(Collected data)
━━━━━━━━━━━━━━━━

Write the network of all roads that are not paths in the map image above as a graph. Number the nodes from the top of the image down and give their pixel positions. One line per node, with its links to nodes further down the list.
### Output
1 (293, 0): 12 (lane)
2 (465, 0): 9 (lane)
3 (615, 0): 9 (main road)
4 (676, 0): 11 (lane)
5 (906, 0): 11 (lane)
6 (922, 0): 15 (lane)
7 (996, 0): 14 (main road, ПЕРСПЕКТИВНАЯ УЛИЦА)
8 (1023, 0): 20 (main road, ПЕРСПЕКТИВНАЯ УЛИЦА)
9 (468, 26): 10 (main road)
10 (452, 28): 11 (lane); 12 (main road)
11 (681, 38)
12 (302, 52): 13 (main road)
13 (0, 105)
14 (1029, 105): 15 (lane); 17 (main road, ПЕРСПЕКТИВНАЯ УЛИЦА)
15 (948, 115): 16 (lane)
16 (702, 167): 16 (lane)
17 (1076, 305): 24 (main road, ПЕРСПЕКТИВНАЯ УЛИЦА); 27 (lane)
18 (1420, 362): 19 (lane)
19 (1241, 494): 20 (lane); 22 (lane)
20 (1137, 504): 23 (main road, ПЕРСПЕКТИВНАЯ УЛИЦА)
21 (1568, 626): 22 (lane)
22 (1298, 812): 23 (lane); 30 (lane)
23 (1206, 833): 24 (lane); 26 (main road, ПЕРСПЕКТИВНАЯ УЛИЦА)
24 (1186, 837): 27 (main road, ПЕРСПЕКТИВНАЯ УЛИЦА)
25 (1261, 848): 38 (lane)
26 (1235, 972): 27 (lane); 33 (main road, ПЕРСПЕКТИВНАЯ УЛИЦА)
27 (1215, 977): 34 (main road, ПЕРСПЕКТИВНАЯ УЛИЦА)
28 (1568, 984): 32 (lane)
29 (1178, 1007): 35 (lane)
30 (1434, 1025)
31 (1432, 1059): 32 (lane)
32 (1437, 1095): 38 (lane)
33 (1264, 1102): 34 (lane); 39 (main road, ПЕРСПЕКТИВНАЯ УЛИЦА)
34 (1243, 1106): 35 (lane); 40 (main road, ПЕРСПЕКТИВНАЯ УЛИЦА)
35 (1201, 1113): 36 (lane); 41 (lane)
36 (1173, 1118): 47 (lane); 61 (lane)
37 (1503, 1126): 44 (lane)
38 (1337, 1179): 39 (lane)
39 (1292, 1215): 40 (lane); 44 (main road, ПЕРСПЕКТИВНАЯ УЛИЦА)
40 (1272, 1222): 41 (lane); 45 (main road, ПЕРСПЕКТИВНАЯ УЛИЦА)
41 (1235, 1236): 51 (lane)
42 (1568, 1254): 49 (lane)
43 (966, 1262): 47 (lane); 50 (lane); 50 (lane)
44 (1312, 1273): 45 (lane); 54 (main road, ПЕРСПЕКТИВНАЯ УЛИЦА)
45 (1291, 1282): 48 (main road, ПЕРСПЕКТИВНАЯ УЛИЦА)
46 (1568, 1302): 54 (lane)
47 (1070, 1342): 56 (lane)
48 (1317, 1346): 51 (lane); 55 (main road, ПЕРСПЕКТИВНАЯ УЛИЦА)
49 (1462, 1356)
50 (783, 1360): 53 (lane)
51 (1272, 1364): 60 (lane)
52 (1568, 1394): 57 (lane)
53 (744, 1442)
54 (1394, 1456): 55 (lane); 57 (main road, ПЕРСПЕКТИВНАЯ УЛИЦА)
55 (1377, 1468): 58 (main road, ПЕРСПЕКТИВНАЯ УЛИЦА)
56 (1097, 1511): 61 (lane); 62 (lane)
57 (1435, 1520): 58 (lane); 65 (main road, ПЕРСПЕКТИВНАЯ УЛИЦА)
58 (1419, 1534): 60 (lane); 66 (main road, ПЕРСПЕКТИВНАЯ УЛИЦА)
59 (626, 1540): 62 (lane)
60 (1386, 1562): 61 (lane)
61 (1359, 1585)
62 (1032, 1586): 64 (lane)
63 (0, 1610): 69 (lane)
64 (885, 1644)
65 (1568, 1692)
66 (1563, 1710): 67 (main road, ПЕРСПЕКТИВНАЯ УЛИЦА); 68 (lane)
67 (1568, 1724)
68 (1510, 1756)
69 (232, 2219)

━━━━━━━━━━━━━━━━

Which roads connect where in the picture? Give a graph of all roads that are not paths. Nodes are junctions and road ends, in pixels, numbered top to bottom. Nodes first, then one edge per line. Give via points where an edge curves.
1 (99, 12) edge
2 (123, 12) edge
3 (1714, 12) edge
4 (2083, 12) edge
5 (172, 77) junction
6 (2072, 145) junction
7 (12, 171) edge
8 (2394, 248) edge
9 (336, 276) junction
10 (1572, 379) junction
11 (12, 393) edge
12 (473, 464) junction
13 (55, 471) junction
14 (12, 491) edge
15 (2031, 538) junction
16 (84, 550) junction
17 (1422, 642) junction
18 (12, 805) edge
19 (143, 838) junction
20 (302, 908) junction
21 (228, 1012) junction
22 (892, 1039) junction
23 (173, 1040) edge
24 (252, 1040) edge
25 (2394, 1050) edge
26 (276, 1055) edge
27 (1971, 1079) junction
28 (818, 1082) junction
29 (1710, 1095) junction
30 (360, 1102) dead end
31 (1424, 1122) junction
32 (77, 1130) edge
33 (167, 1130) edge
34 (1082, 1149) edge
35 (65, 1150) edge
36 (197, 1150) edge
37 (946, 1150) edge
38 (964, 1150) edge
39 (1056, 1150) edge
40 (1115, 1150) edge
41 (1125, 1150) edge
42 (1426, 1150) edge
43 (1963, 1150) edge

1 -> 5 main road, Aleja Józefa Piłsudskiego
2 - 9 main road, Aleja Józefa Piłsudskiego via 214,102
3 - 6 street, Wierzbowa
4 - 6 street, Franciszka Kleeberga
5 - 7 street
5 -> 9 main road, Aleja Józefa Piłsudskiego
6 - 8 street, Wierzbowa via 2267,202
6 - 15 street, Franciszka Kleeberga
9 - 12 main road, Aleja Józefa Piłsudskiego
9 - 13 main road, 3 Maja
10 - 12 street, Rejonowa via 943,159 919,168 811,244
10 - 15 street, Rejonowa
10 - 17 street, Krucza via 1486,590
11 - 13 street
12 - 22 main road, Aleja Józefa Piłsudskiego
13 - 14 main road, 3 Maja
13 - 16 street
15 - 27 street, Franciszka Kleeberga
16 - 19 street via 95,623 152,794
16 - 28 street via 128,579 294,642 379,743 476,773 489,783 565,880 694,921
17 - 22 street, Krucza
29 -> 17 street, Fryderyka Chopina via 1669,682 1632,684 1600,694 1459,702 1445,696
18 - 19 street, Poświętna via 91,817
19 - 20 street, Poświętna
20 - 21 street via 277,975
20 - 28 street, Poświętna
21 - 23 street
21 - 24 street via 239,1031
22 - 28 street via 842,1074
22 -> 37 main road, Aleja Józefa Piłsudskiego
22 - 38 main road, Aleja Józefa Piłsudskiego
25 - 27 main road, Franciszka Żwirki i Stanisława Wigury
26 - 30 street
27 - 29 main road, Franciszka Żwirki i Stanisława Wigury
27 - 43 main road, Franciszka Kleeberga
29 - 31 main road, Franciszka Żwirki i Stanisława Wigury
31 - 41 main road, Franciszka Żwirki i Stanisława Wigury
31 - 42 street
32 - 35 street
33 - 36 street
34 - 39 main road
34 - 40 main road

━━━━━━━━━━━━━━━━

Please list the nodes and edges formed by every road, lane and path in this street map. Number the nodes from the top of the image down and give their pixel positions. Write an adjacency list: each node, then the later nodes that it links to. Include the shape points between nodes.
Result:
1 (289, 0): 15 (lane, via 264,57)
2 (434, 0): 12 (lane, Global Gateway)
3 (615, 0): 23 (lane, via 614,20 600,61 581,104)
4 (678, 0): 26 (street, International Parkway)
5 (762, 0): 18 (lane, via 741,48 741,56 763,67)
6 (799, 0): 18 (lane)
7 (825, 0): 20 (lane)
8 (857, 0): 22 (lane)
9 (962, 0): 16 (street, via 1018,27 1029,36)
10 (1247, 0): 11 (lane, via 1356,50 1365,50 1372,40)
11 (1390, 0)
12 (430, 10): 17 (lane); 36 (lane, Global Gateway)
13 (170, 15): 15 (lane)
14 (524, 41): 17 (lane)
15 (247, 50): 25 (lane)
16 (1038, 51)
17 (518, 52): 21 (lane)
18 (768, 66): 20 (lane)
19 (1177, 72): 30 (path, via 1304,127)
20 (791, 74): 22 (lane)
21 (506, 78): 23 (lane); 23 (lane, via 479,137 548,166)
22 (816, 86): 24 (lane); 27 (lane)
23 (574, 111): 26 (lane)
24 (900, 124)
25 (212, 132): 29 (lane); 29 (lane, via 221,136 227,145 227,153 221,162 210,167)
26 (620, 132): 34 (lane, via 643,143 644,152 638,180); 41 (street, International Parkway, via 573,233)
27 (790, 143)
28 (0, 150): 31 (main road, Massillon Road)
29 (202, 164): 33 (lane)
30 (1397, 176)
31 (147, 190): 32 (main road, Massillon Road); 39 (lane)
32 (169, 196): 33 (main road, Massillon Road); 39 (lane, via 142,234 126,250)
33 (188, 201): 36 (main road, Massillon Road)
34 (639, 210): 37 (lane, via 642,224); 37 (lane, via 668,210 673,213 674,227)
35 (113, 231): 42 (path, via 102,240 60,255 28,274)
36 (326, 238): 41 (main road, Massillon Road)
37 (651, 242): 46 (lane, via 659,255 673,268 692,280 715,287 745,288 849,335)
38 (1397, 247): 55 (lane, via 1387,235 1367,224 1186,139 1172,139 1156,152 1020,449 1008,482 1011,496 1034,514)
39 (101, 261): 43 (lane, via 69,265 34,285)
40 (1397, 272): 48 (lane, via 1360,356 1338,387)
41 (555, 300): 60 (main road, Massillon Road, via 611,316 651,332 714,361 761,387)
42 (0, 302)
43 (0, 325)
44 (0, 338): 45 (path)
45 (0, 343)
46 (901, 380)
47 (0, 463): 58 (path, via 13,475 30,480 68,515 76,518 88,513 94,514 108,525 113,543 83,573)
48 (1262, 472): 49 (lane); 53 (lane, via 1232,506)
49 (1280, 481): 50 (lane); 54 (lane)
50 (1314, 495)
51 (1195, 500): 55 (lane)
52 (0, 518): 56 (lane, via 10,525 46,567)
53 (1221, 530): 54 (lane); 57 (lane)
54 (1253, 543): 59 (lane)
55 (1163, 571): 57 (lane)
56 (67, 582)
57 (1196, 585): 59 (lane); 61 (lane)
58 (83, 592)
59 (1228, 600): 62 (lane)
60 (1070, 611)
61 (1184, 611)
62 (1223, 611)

━━━━━━━━━━━━━━━━

• **WORK REQUIRED**
Above are the records; report each line in them that includes the word "Piłsudskiego".

• **REPLY TO THE TASK**
1 -> 5 main road, Aleja Józefa Piłsudskiego
2 - 9 main road, Aleja Józefa Piłsudskiego via 214,102
5 -> 9 main road, Aleja Józefa Piłsudskiego
9 - 12 main road, Aleja Józefa Piłsudskiego
12 - 22 main road, Aleja Józefa Piłsudskiego
22 -> 37 main road, Aleja Józefa Piłsudskiego
22 - 38 main road, Aleja Józefa Piłsudskiego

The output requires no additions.